Why and when did you start writing? At a very young age I decided I had stories to tell. There were these constant images going through my head and so I started writing down what was going on in them. These images, sometimes just a single one, evolve into novels if I let them.

What are your writing inspirations? What gets you in the mood to write?  Music inspires me to write, but I can’t listen to it when I’m writing. It’s too distracting, but if I get stuck in a scene I’ll turn on my iPod and listen to something new or music I haven’t listened to in a while. And movies – There will be times when I’m in a movie theater, watching the latest blockbuster and out of nowhere I’ll see something from the film that triggers my imagination and off I’ll go. The movie is forgotten. This can be extremely annoying…and expensive.

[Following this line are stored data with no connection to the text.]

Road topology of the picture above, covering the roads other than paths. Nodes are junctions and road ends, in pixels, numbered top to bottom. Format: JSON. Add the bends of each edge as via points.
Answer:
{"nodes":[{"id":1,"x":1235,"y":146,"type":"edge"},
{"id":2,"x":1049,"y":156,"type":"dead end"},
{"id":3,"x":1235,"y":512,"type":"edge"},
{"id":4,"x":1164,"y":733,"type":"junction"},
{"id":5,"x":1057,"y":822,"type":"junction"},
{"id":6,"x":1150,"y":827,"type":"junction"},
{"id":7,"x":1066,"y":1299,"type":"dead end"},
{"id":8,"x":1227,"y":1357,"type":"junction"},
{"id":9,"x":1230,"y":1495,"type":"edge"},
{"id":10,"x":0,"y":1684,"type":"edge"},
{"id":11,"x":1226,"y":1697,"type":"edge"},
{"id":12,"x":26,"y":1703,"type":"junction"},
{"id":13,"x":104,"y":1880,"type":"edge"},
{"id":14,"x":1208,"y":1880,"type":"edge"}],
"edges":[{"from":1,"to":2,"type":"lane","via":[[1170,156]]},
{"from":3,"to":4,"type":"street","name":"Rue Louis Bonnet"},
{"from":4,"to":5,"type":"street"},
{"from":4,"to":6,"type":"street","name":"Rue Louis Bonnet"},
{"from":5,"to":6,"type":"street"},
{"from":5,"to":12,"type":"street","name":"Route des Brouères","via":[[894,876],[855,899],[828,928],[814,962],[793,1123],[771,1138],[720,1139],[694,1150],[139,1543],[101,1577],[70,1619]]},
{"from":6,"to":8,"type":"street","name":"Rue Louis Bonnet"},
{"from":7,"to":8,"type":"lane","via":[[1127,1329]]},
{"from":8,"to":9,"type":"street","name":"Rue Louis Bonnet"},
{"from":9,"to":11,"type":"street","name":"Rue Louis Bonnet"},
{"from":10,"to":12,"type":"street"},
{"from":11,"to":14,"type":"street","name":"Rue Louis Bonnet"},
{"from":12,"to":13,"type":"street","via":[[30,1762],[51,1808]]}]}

LOL! That can get expensive! Do you have a unique technique for writing motivation that someone may have never thought of? I live near Washington DC and go into town as often as I can and frequent the numerous art galleries there. One of my favorites is the Hirshhorn, as well as the Corcoran Gallery and the National Gallery of Art. These are places where quiet contemplation is encouraged, so I can sit in front of a sweeping masterpiece, I like landscapes, but sometimes portraits as well, and dream of what is happening and why. Nowadays I use my phone to jot down thoughts that come into my head. It’s great because no one looks at me oddly while I’m sitting there staring, when in fact, my mind is on another planet.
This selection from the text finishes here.